◆ **INFORMATION GIVEN**
%%
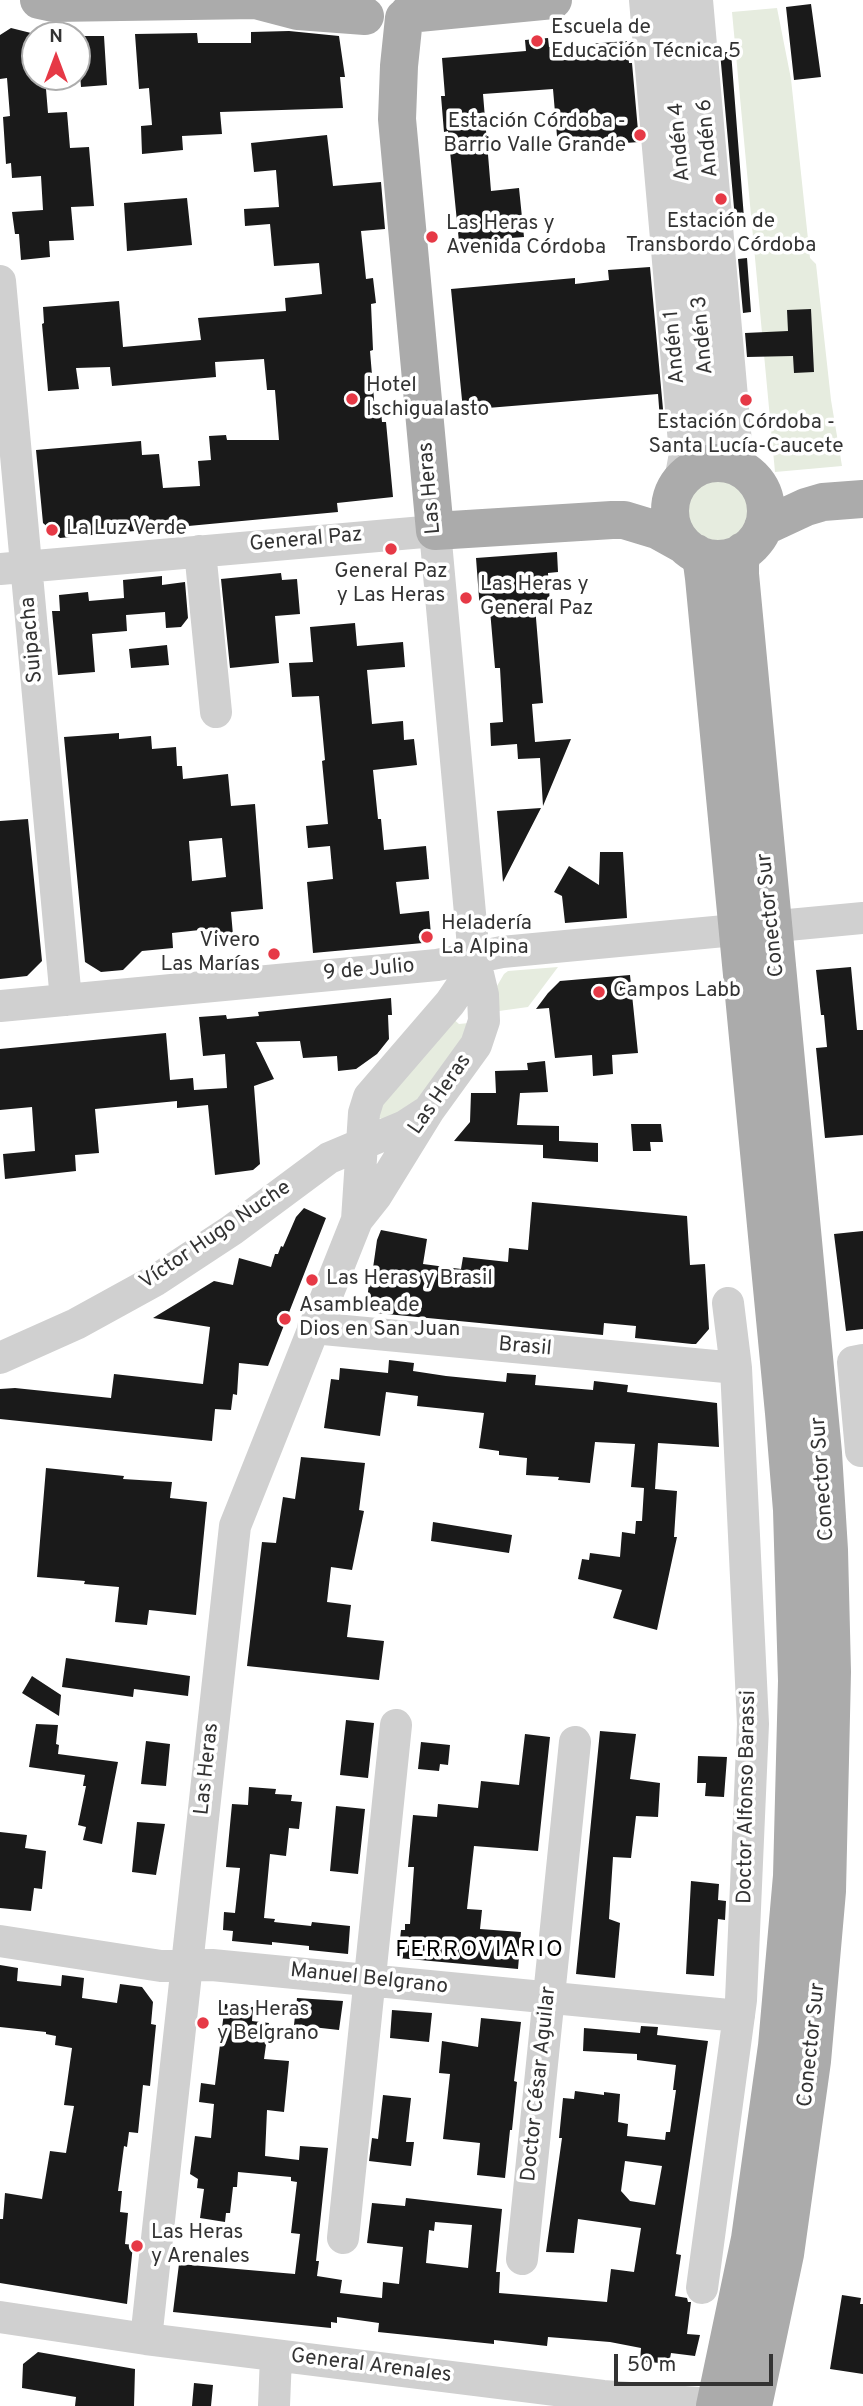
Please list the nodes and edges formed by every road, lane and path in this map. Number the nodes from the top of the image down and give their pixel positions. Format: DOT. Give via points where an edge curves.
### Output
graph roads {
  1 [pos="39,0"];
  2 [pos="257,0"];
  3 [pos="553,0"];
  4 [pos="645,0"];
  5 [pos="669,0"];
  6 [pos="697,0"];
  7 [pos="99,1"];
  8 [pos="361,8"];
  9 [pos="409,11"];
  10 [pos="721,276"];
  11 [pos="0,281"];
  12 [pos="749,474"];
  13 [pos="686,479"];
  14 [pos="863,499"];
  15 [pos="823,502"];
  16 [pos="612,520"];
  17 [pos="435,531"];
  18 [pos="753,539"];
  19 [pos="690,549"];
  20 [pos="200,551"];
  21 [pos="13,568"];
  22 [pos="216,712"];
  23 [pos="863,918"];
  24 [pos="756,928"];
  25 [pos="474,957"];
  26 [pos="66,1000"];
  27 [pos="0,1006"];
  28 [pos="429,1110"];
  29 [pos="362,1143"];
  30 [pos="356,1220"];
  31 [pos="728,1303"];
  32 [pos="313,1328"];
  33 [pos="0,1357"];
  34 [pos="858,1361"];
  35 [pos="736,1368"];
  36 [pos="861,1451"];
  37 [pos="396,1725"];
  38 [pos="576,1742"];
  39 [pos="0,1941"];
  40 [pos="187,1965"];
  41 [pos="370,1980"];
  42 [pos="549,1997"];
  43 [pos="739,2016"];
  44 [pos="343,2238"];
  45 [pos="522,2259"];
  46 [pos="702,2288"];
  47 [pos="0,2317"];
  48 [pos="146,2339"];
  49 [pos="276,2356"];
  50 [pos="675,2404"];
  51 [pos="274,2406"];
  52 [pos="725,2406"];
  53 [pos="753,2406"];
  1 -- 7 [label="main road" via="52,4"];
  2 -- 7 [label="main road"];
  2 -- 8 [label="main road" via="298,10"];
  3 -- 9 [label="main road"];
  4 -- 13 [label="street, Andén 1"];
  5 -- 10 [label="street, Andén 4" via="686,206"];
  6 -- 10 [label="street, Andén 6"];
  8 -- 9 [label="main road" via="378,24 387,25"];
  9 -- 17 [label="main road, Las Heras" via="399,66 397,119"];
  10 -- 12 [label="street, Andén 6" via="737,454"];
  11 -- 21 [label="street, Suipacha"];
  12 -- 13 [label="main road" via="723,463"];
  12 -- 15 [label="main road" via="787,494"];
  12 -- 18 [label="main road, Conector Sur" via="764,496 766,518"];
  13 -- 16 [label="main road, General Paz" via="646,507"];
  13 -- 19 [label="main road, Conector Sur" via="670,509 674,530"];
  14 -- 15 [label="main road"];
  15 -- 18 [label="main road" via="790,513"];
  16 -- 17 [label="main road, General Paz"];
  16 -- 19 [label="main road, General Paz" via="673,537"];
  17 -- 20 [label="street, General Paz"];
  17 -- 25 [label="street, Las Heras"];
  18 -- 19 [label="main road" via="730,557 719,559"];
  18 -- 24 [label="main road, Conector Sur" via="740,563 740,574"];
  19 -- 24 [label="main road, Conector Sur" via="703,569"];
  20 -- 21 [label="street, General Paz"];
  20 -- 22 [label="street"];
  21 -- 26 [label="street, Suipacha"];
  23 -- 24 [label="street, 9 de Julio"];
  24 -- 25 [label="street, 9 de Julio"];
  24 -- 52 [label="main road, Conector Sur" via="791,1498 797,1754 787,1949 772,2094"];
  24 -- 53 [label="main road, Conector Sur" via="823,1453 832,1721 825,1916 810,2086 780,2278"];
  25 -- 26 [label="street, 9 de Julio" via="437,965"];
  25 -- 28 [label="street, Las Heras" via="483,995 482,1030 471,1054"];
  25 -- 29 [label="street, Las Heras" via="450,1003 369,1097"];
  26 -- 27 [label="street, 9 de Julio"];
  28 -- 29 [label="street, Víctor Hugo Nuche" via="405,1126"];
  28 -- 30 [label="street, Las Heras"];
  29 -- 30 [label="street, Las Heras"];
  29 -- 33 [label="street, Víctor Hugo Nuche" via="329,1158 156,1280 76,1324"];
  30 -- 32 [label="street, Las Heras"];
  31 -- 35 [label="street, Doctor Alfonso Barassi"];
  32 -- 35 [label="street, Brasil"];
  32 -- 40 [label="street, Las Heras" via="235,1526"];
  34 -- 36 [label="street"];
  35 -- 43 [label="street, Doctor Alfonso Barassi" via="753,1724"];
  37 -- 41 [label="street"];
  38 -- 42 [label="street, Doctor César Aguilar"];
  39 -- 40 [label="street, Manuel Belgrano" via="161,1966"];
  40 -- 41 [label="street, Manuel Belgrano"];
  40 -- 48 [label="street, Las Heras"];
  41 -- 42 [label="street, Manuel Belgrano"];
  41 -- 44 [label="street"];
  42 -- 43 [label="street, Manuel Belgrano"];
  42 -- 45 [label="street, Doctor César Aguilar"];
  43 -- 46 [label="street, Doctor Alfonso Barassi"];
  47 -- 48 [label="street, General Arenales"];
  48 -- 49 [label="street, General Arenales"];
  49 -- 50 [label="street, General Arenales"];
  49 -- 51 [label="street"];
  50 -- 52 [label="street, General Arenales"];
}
%%
%%
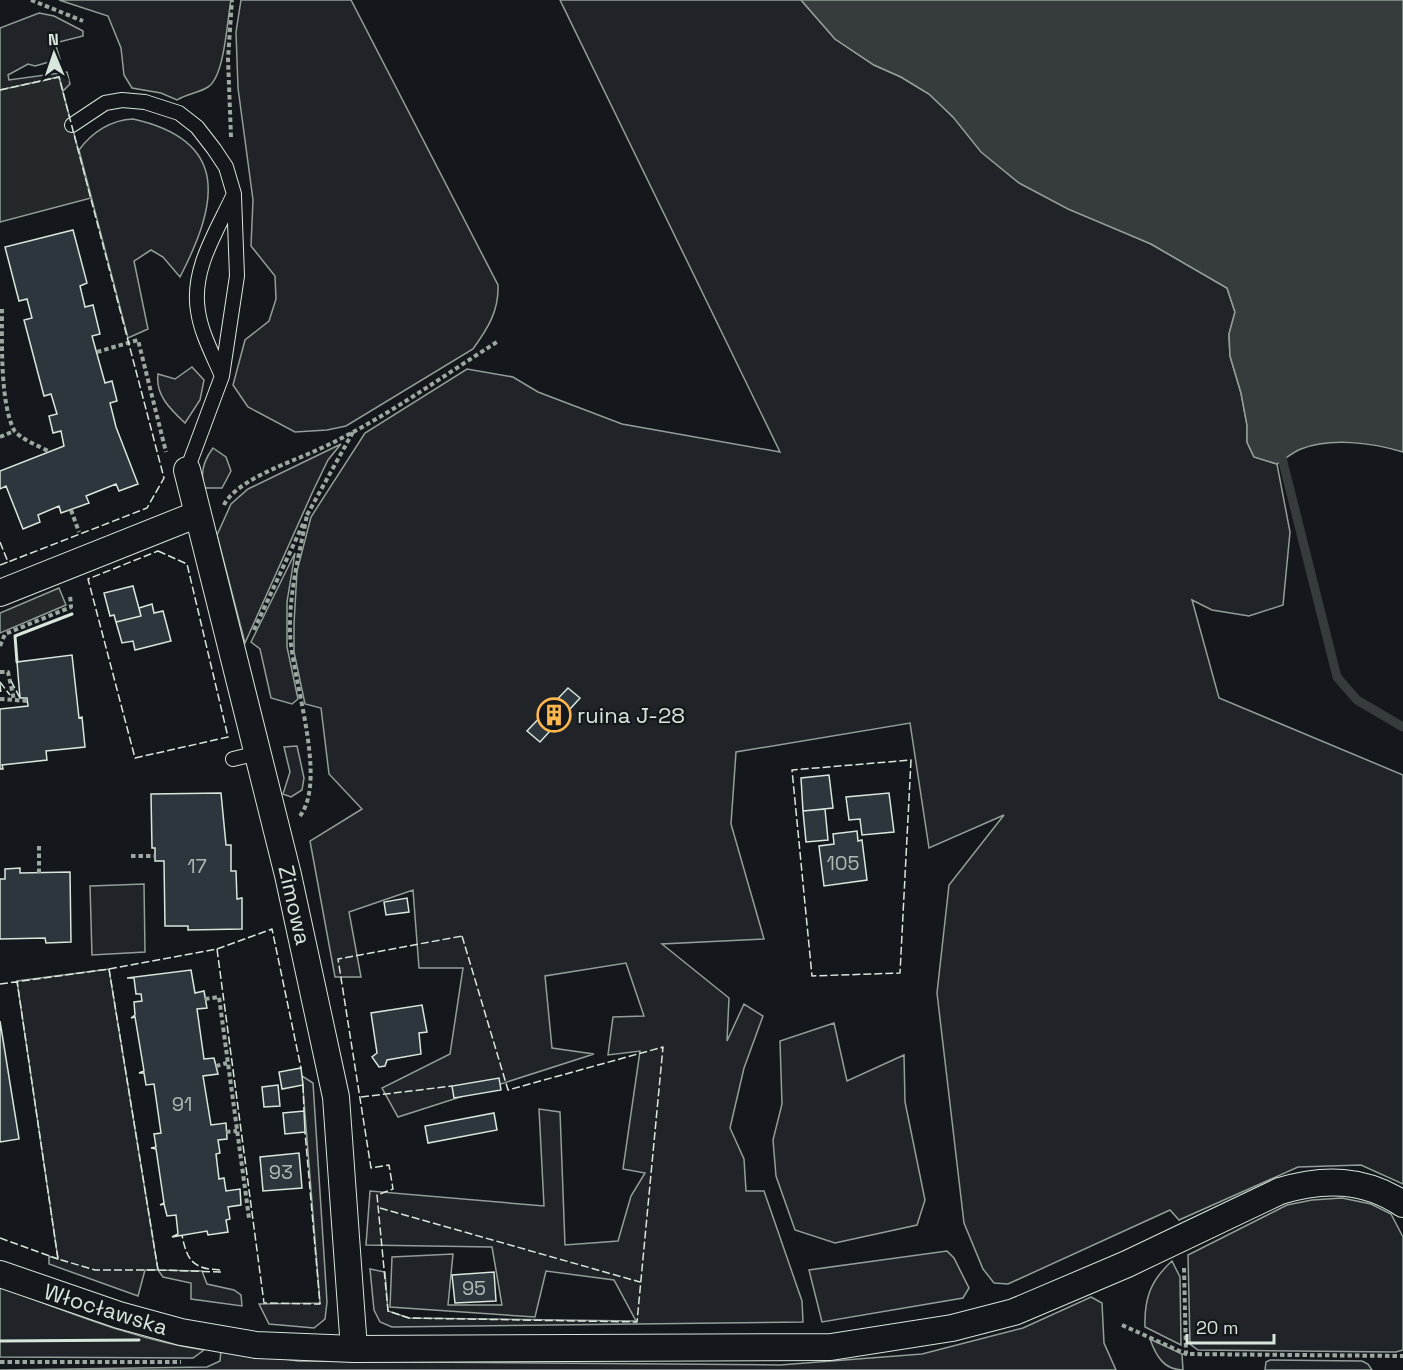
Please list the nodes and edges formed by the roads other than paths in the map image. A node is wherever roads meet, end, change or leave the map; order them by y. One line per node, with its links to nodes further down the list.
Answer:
%%
◆ **WORK INSTRUCTIONS**
Every line above with the string "formed" in it should be copied into the answer.

◆ **RESPONSE**
Please list the nodes and edges formed by every road, lane and path in this map. Number the nodes from the top of the image down and give their pixel positions. Format: DOT. Give via points where an edge curves.
Please list the nodes and edges formed by the roads other than paths in the map image. A node is wherever roads meet, end, change or leave the map; order them by y. One line per node, with its links to nodes further down the list.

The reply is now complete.